No Supremo, o julgamento virtual foi concluído no dia 16 deste mês com decisão unânime firmada pelos ministros da 2ª Turma. Apesar de não terem apreciado o mérito da questão, ou seja, sequer terem adentrado na análise dos argumentos levados pela defesa, o ministro Edson Fachin citou trecho a liminar negada pela 3ª Câmara Criminal do TJ, na qual o entendimento foi de que a juíza decidiu corretamente ao determinar a imediata execução da pena imposta à adolescente moradora do luxuoso condomínio Alphaville I, local onde matou a amiga dentro de banheiro. 

Fachin afirimou que o "o início imediato da execução provisória encontra-se em total consonância com as bases principiológicas do direito da criança e do adolescente, eis que encontra sustentação jurídico legal na doutrina da proteção integral e o princípio do melhor interesse da criança e do adolescente".
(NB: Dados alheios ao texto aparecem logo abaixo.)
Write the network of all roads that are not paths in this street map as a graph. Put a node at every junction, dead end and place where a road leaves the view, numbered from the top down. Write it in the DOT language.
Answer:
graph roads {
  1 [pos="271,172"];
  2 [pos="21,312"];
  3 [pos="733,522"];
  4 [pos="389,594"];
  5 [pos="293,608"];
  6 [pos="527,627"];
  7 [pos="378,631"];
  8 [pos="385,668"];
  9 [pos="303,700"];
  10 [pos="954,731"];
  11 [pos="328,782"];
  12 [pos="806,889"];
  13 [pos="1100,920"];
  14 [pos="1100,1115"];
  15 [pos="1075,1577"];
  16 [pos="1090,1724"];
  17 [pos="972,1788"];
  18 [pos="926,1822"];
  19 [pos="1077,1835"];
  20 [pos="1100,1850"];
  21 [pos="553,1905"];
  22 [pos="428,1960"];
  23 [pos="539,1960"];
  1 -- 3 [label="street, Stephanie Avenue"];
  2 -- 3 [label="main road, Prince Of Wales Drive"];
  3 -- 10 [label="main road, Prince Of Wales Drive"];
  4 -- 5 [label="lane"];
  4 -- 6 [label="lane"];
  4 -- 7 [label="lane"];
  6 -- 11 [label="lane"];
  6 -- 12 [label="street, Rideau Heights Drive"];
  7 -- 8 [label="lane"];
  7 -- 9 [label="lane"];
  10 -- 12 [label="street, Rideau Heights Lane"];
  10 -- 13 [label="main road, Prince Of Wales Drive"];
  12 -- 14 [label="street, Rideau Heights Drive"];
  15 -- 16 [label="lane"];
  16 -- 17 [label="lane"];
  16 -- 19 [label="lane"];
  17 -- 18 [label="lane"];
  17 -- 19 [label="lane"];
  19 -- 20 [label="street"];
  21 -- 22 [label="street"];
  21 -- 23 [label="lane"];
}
 Pontuou ainda que "as medidas de proteção e as socioeducativas apenas são necessárias quando os direitos fundamentais da criança e do adolescente não são atendidos pelos seus responsáveis, ressaltando que no caso concreto seus pais foram imprudente em inseri-la em clube de tiro facilitando livre acesso a armas de fogo e negligente pela guarda não segura dos artefatos bélicos existente dentro de casa”.

MORTE DE ISABELE

Isabele Guimarães foi morta aos 14 anos no dia 12 de julho de 2020 com um tiro no rosto efetuado pela "melhor amiga", que também dinha 14 anos na época. A perícia comprovou que o disparo foi feito a uma curta distância, entre 30 a 4 centímetros. O crime foi praticado dentro de uma mansão pertencente à família da atiradora, no luxuoso Condomínio Alphaville I, em Cuiabá. A arma usada no crime, uma pistola Imbel calibre 380 pertencia ao pai do namorado da atiradora. Foi o menor de 16 anos que levou a pistola até a casa da namorada no dia da tragédia.

A Polícia Civil, por meio da Delegacia Especializada do Adolescente (DEA), investigou e concluiu que a morte de Isabele foi um homicídio doloso, quando há intenção de matar ou se assume o risco, conforme constou no inquérito presidido pelo delegado Wagner Bassi, titular da DEA. Ele indiciou a atiradora por ato infracional análogo a homicídio doloso e o pai dela por homicídio culposo.

Ela foi denunciada pelo Ministério Público por ato infracional análogo ao homicídio qualificado e a juíza Cristiane Padim da Silva julgou procedente o caso impondo à adolescente uma internação provisória de 3 anos, com possibilidade de revisão da pena a cada 6 meses. No entanto, determinou a internação imediata para cumprimentou da medida, o que desagradou a defesa.